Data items
######
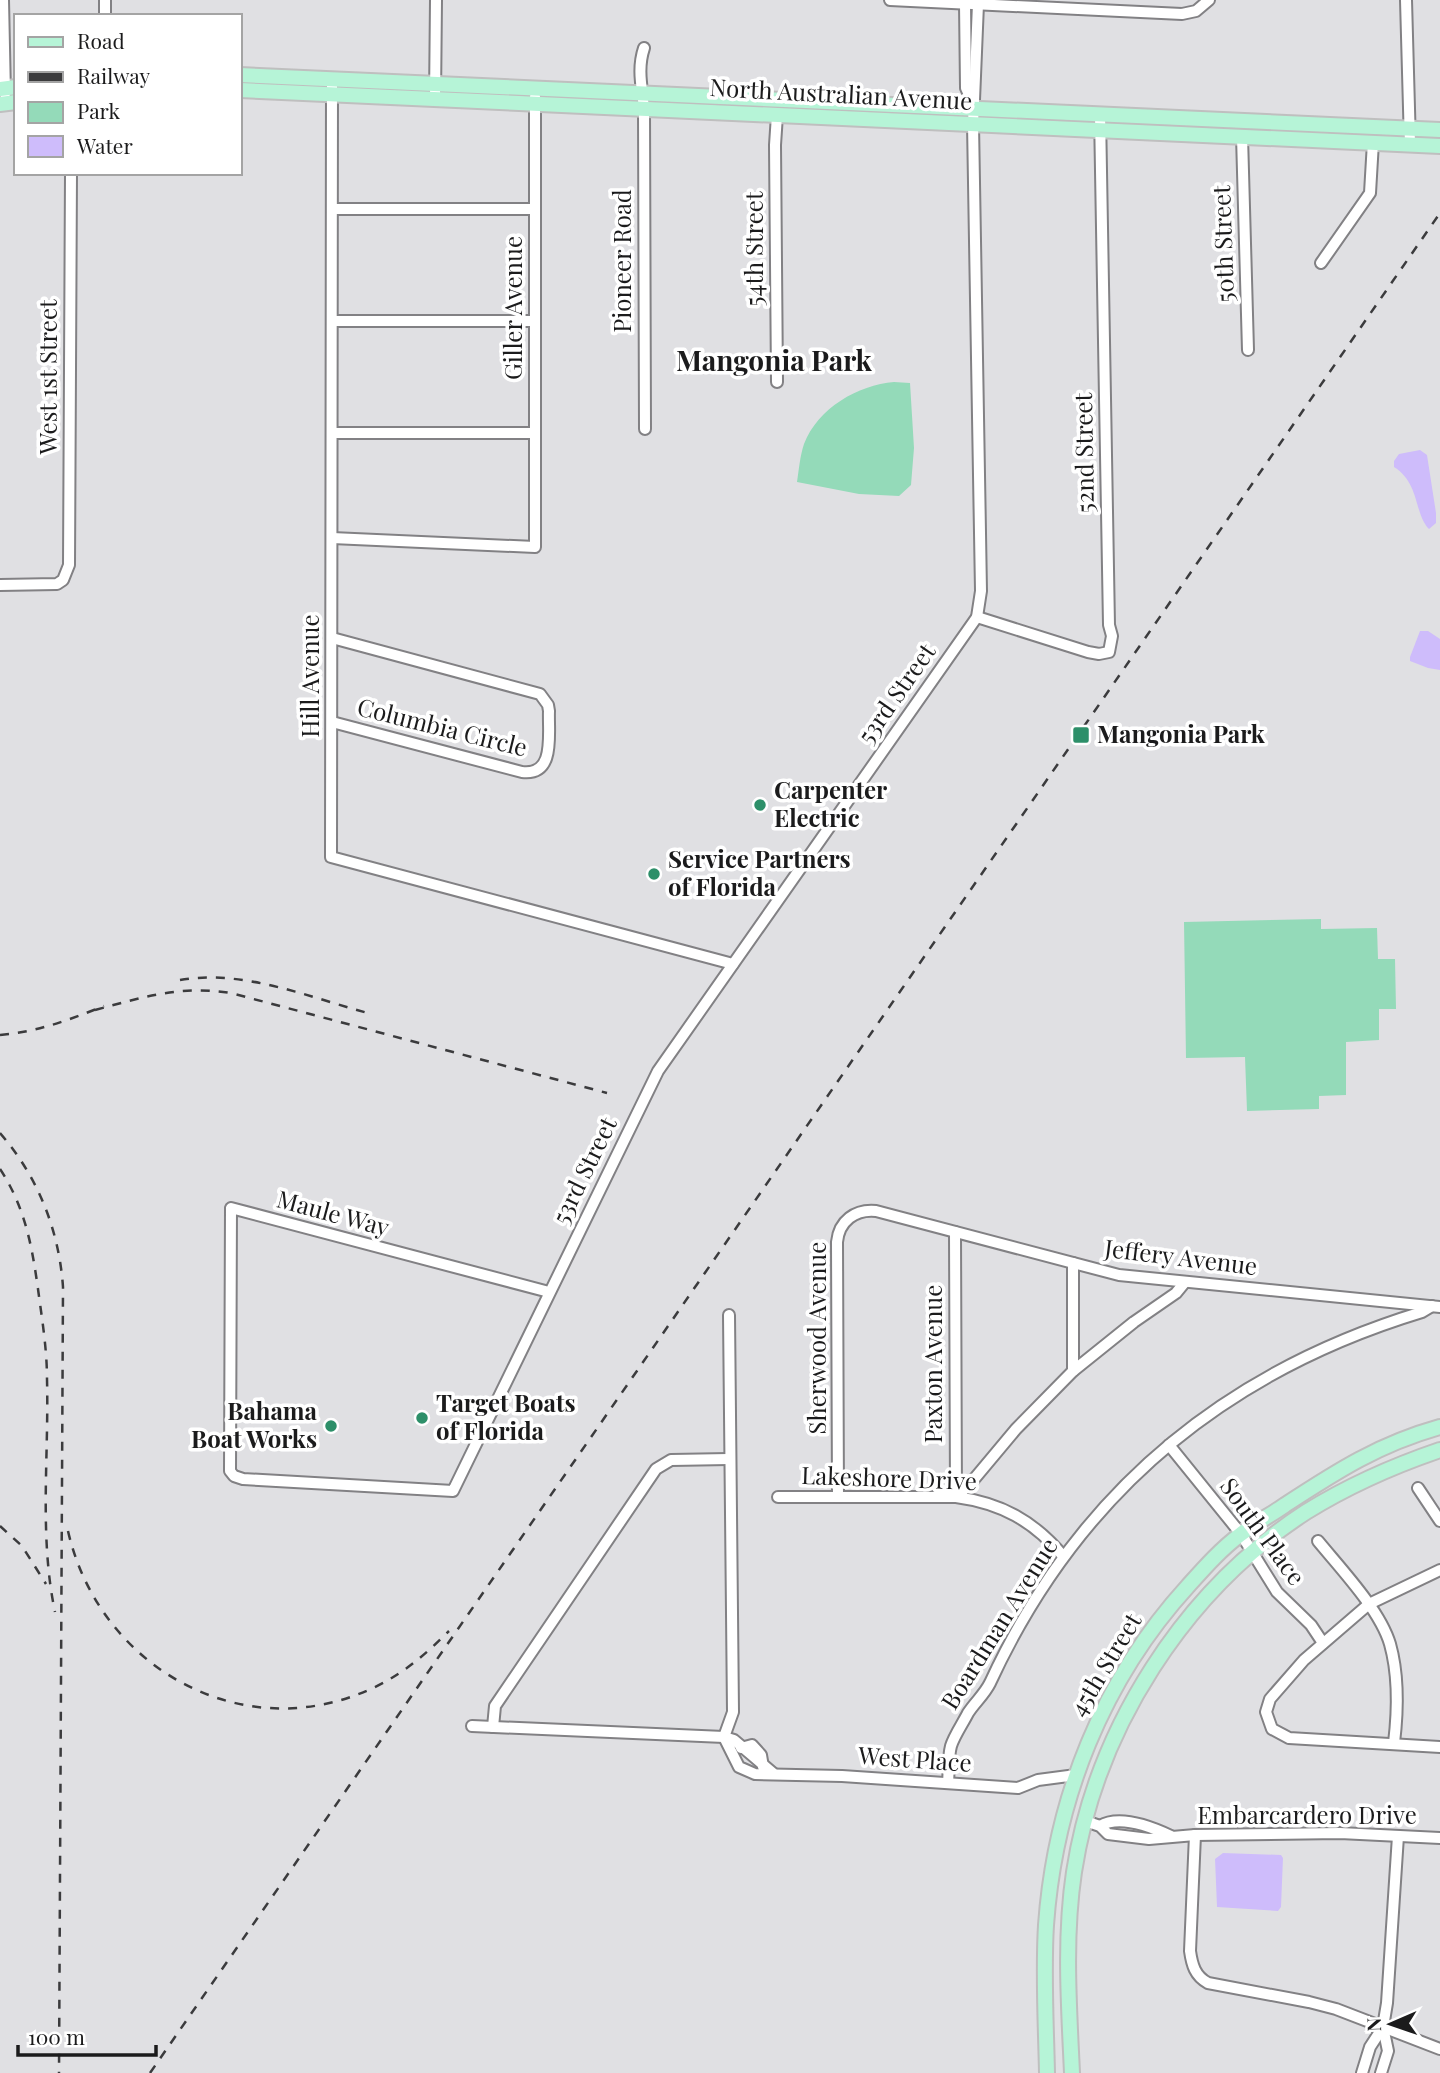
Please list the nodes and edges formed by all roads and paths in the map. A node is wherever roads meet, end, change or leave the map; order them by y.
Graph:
1 (3, 0) edge
2 (436, 0) edge
3 (890, 0) edge
4 (1406, 0) edge
5 (1208, 1) edge
6 (965, 4) junction
7 (978, 4) junction
8 (242, 75) edge
9 (435, 83) junction
10 (332, 87) junction
11 (535, 88) junction
12 (242, 90) edge
13 (643, 92) junction
14 (7, 96) edge
15 (435, 99) junction
16 (535, 104) junction
17 (975, 108) junction
18 (644, 109) junction
19 (1100, 114) junction
20 (777, 115) junction
21 (1288, 122) junction
22 (973, 124) junction
23 (1410, 128) junction
24 (1100, 130) junction
25 (1440, 130) edge
26 (1242, 136) junction
27 (1288, 138) junction
28 (1373, 142) junction
29 (1410, 144) junction
30 (1440, 146) edge
31 (71, 175) edge
32 (332, 209) junction
33 (535, 209) junction
34 (1321, 263) dead end
35 (332, 321) junction
36 (535, 321) junction
37 (1248, 350) dead end
38 (776, 382) dead end
39 (645, 429) dead end
40 (332, 433) junction
41 (535, 433) junction
42 (332, 538) junction
43 (0, 585) edge
44 (977, 617) junction
45 (332, 638) junction
46 (332, 722) junction
47 (733, 964) junction
48 (844, 1223) joint
49 (955, 1232) junction
50 (1073, 1263) junction
51 (1185, 1282) junction
52 (549, 1292) junction
53 (1436, 1306) edge
54 (729, 1315) dead end
55 (1073, 1371) junction
56 (1440, 1427) edge
57 (1169, 1445) junction
58 (1440, 1450) edge
59 (729, 1459) junction
60 (1418, 1488) dead end
61 (453, 1490) joint
62 (778, 1497) dead end
63 (838, 1497) junction
64 (956, 1497) junction
65 (1440, 1521) edge
66 (1241, 1534) junction
67 (1318, 1541) dead end
68 (1253, 1552) junction
69 (1063, 1556) junction
70 (1440, 1570) edge
71 (1369, 1604) junction
72 (1323, 1643) junction
73 (472, 1726) dead end
74 (493, 1727) junction
75 (724, 1737) junction
76 (1394, 1742) junction
77 (1440, 1747) edge
78 (768, 1770) junction
79 (1076, 1775) junction
80 (1053, 1778) junction
81 (948, 1783) junction
82 (1070, 1793) junction
83 (1085, 1821) junction
84 (1195, 1835) junction
85 (1398, 1836) junction
86 (1440, 1838) edge
87 (1383, 2027) junction
88 (1440, 2049) edge
89 (1047, 2073) edge
90 (1072, 2073) edge
91 (1362, 2073) edge
92 (1381, 2073) edge

1 - 14 street
2 - 9 street
3 - 6 street
4 - 23 street
5 - 7 street
6 - 7 street
6 - 17 street, 53rd Street
7 - 17 street, 53rd Street
8 - 10 main road, North Australian Avenue
9 - 10 main road, North Australian Avenue
9 - 11 main road, North Australian Avenue
9 - 15 street
10 - 12 main road, North Australian Avenue
10 - 15 main road, North Australian Avenue
10 - 32 street, Hill Avenue
11 - 13 main road, North Australian Avenue
11 - 16 street, Giller Avenue
13 - 17 main road, North Australian Avenue
13 - 18 street, Pioneer Road
15 - 16 main road, North Australian Avenue
16 - 18 main road, North Australian Avenue
16 - 33 street, Giller Avenue
17 - 19 main road, North Australian Avenue
17 - 22 street, 53rd Street
18 - 20 main road, North Australian Avenue
18 - 39 street, Pioneer Road
19 - 21 main road, North Australian Avenue
19 - 24 street, 52nd Street
20 - 22 main road, North Australian Avenue
20 - 38 street, 54th Street
21 - 23 main road, North Australian Avenue
21 - 27 main road
22 - 24 main road, North Australian Avenue
22 - 44 street, 53rd Street
23 - 25 main road, North Australian Avenue
23 - 29 street
24 - 26 main road, North Australian Avenue
24 - 44 street, 52nd Street
26 - 27 main road, North Australian Avenue
26 - 37 street, 50th Street
27 - 28 main road, North Australian Avenue
28 - 29 main road, North Australian Avenue
28 - 34 street
29 - 30 main road, North Australian Avenue
31 - 43 street, West 1st Street
32 - 33 street
32 - 35 street, Hill Avenue
33 - 36 street, Giller Avenue
35 - 36 street
35 - 40 street, Hill Avenue
36 - 41 street, Giller Avenue
40 - 41 street
40 - 42 street, Hill Avenue
41 - 42 street, Giller Avenue
42 - 45 street, Hill Avenue
44 - 47 street, 53rd Street
45 - 46 street, Hill Avenue
45 - 46 street, Columbia Circle
46 - 47 street, Hill Avenue
47 - 52 street, 53rd Street
48 - 49 street, Jeffery Avenue
48 - 63 street, Sherwood Avenue
49 - 50 street, Jeffery Avenue
49 - 64 street, Paxton Avenue
50 - 51 street, Jeffery Avenue
50 - 55 street
51 - 53 street, Jeffery Avenue
51 - 55 street
52 - 61 street, 53rd Street
52 - 61 street, Maule Way
53 - 57 street, Boardman Avenue
54 - 59 street
55 - 64 street
56 - 66 main road, 45th Street
57 - 66 street, South Place
57 - 69 street, Boardman Avenue
58 - 68 main road, 45th Street
59 - 74 street
59 - 75 street
60 - 65 street
62 - 63 street, Lakeshore Drive
63 - 64 street, Lakeshore Drive
64 - 69 street, Lakeshore Drive
66 - 68 street, South Place
66 - 79 main road, 45th Street
67 - 71 street
68 - 72 street, South Place
68 - 83 main road, 45th Street
69 - 81 street, Boardman Avenue
70 - 71 street
71 - 72 street
71 - 76 street
72 - 76 street
73 - 74 street
74 - 75 street
75 - 78 street
75 - 78 street, West Place
76 - 77 street
78 - 81 street, West Place
79 - 80 street, West Place
79 - 82 main road, 45th Street
80 - 81 street, West Place
80 - 82 street
82 - 83 main road
82 - 89 main road, 45th Street
83 - 84 street, Embarcardero Drive
83 - 90 main road, 45th Street
84 - 85 street, Embarcardero Drive
84 - 87 street
85 - 86 street, Embarcardero Drive
85 - 87 street
87 - 88 street
87 - 91 street
87 - 92 street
######
What to do:
Search the entries for the word "Lakeshore", then copy every line in which it is found.

Written reply:
62 - 63 street, Lakeshore Drive
63 - 64 street, Lakeshore Drive
64 - 69 street, Lakeshore Drive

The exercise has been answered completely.